◆ TRY IT
Going through the data below, find how many lines include the word "Route", and reply with that number alone.

◆ RECORDS TO PROCESS

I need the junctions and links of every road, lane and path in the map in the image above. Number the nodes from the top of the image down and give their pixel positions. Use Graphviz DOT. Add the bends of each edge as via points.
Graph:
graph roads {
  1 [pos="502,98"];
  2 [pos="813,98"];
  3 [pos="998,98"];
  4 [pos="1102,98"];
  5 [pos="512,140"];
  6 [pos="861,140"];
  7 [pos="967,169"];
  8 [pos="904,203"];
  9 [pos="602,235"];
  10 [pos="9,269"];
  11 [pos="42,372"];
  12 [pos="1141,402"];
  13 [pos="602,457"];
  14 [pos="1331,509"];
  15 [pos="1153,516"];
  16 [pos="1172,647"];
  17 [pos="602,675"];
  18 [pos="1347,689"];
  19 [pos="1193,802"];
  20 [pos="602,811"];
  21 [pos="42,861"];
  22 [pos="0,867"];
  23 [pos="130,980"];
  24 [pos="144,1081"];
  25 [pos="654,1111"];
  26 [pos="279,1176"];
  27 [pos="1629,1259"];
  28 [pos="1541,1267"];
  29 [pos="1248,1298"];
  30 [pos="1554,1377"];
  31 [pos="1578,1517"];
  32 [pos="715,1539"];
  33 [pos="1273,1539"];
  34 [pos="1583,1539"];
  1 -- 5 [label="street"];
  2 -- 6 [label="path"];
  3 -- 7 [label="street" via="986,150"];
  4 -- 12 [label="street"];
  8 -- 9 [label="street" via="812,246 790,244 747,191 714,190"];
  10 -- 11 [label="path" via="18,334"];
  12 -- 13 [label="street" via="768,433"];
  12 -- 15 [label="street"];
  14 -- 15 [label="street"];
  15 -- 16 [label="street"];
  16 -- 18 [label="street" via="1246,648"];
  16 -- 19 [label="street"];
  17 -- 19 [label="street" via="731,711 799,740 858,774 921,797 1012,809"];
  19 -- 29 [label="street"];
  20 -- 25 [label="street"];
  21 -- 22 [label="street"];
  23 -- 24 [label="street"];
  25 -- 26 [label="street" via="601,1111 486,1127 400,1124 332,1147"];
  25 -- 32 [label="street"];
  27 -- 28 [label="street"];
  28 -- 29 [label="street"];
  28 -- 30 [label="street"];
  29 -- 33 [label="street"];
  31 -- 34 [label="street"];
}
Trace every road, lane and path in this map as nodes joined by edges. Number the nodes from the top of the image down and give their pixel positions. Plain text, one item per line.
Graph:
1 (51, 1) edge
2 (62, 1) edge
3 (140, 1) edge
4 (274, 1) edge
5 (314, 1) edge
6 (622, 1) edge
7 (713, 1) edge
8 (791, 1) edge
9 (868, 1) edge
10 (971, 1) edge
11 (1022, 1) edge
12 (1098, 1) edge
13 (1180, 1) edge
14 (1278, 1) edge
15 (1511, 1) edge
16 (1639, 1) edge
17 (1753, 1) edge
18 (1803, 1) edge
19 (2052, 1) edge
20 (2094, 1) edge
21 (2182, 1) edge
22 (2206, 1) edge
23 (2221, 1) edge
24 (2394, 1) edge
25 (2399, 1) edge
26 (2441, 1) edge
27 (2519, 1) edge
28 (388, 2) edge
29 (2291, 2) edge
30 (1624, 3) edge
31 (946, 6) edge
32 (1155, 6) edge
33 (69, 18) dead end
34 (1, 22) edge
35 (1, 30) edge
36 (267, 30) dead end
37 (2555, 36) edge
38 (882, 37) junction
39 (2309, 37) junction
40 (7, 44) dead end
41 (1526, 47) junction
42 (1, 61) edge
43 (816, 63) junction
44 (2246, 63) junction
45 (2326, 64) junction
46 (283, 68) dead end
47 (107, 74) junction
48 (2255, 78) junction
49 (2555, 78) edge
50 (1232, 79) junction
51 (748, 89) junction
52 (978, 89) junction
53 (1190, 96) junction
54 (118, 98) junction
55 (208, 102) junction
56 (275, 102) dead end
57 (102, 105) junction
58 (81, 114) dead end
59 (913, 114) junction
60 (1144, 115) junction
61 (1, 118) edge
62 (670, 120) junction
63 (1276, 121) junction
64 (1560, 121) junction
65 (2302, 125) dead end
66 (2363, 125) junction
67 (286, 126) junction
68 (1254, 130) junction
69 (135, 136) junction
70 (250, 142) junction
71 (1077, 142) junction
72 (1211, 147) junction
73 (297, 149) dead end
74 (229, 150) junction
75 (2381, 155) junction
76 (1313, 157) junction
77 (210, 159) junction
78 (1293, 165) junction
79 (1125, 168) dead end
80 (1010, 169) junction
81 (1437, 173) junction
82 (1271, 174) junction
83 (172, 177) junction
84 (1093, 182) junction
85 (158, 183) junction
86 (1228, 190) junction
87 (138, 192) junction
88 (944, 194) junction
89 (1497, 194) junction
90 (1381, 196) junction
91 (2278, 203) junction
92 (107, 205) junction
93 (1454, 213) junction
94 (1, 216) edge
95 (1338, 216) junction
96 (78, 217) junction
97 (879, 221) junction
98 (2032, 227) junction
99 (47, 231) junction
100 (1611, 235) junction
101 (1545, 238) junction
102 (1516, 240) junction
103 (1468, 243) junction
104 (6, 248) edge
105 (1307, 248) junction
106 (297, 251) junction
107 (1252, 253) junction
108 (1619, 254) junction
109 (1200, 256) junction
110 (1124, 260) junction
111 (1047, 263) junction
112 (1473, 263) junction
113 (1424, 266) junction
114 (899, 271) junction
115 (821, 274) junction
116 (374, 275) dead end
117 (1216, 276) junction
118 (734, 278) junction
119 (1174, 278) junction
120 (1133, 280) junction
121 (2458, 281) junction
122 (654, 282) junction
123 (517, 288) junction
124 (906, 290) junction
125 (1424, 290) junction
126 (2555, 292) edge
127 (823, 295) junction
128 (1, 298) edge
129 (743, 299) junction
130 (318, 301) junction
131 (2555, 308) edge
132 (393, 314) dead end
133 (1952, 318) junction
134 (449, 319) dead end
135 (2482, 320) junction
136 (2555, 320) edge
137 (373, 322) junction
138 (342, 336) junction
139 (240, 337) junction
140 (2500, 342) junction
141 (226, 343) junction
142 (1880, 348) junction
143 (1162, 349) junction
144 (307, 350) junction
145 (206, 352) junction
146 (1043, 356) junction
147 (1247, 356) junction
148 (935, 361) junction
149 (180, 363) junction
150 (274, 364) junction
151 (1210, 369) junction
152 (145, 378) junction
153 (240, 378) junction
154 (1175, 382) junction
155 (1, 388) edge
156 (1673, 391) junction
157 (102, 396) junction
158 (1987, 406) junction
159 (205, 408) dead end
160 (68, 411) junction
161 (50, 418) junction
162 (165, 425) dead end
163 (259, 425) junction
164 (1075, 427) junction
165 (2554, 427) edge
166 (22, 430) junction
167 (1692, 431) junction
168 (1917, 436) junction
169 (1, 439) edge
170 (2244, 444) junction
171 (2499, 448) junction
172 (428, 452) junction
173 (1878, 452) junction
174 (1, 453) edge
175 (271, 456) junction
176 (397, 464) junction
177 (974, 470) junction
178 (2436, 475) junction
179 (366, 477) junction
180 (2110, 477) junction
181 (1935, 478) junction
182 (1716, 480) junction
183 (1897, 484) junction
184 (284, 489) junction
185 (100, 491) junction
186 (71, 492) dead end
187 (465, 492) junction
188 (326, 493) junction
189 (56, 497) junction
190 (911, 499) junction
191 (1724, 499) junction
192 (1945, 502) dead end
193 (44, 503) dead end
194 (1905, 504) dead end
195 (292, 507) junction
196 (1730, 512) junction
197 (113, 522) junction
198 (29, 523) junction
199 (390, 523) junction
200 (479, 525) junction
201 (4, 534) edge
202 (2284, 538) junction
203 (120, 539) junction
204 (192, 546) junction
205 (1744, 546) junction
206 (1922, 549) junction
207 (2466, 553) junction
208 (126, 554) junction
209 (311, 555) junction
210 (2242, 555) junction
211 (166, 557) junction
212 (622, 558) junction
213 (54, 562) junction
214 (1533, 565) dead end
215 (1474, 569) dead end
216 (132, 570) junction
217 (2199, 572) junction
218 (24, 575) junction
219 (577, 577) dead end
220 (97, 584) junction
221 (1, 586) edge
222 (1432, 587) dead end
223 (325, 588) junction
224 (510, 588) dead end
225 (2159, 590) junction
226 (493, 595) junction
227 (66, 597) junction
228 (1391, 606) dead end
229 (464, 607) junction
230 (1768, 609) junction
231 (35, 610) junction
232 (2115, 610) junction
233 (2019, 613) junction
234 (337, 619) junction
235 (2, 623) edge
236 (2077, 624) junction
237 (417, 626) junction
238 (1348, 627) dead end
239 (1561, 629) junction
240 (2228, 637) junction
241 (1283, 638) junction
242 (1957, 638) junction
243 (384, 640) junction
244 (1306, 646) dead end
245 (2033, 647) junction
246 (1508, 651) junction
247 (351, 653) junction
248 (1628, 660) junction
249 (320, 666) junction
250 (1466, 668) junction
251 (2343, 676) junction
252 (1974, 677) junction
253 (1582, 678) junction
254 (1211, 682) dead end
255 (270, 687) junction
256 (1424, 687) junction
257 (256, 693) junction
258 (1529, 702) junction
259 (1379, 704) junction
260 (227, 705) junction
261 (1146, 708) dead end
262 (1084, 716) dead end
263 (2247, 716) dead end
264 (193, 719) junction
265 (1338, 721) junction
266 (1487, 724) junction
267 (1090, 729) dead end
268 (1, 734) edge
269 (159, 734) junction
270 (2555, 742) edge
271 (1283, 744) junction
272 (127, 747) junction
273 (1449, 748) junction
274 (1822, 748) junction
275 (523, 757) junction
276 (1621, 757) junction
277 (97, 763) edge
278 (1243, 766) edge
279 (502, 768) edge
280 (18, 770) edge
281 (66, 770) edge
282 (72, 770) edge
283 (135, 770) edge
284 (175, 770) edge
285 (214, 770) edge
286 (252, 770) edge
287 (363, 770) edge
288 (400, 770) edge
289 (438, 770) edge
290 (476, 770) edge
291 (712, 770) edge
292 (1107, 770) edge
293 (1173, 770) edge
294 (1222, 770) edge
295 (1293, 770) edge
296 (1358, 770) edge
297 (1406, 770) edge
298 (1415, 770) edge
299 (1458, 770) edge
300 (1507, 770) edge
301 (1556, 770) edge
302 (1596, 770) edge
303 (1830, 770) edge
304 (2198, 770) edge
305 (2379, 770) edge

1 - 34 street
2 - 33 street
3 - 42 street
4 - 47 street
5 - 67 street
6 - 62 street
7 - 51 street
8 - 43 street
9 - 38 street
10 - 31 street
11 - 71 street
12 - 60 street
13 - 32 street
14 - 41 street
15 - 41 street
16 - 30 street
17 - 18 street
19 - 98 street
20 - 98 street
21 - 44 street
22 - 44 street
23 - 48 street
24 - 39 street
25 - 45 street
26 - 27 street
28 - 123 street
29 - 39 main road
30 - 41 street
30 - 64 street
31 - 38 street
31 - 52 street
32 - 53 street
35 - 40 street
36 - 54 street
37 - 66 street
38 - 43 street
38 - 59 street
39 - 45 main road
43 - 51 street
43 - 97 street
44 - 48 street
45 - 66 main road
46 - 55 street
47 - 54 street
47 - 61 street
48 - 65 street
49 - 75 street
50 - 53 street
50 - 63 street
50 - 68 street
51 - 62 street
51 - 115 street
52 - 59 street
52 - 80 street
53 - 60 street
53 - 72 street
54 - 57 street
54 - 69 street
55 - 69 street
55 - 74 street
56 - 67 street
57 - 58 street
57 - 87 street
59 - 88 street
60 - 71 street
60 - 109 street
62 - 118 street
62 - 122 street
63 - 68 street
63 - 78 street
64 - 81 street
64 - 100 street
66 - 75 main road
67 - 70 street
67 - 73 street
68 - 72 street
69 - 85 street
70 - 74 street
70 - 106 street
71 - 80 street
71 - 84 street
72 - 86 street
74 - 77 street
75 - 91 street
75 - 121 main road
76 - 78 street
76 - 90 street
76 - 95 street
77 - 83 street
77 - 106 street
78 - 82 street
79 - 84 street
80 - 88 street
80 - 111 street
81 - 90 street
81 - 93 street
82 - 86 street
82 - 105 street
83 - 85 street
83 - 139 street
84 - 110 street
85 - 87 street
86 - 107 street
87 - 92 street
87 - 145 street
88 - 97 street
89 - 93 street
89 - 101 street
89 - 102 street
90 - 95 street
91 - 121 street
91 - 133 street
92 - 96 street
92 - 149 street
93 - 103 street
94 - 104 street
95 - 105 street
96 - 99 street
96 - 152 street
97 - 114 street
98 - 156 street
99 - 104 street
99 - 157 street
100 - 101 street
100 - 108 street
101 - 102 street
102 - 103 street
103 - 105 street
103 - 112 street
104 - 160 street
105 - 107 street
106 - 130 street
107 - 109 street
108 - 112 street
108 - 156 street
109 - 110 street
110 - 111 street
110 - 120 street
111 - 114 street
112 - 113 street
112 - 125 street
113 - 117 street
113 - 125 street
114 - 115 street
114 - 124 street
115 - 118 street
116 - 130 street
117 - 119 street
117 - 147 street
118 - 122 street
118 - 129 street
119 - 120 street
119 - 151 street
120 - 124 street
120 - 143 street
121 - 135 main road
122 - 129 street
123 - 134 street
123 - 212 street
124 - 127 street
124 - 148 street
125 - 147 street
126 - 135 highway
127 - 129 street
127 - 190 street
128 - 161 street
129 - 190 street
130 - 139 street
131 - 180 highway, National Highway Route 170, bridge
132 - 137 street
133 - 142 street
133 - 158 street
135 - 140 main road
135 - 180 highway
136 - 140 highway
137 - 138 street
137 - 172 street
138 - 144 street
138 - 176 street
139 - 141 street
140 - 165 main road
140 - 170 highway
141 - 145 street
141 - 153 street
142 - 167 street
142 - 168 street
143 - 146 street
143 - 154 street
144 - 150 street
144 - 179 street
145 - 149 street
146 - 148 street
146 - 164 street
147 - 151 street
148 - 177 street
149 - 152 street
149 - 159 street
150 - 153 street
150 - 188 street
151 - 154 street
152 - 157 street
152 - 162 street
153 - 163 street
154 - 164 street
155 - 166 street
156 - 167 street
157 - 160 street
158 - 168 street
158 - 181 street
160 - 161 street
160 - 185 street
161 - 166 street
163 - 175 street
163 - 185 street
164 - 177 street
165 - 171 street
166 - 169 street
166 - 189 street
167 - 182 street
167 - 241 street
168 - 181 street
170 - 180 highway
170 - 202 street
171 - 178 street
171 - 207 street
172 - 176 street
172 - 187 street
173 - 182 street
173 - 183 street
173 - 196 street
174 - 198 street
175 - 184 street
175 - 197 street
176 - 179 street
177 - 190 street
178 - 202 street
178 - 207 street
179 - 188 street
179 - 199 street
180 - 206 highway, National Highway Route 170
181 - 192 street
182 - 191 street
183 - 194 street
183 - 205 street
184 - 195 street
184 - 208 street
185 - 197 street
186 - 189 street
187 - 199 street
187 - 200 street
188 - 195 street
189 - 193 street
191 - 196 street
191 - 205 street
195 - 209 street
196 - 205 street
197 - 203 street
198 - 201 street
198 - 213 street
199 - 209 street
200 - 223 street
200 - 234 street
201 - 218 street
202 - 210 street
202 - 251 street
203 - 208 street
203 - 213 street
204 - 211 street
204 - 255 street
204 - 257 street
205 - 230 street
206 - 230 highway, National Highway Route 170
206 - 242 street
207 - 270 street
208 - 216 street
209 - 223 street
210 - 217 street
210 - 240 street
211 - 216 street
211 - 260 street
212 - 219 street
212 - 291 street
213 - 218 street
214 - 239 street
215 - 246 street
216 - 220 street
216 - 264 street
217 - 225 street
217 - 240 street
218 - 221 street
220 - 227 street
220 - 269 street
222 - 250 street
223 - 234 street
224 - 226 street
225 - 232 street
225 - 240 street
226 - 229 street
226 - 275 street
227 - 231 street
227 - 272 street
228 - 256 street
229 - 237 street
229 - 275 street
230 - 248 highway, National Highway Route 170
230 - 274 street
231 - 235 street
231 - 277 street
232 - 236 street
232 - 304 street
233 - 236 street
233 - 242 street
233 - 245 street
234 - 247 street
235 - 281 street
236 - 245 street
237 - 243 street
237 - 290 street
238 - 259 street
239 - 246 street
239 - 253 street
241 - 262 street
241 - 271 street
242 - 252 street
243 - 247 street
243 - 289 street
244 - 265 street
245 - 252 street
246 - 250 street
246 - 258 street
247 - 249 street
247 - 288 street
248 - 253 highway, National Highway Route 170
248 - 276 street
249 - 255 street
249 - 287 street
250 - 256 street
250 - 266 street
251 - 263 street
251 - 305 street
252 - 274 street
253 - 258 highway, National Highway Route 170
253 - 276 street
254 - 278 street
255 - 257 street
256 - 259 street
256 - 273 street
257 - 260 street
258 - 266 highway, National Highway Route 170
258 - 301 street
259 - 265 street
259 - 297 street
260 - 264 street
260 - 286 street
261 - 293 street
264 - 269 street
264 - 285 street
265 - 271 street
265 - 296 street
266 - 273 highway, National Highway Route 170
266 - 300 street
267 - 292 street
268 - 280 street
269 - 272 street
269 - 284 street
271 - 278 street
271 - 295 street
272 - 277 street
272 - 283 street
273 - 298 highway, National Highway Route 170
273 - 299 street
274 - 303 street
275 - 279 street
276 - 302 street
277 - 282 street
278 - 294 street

◆ ANSWER
9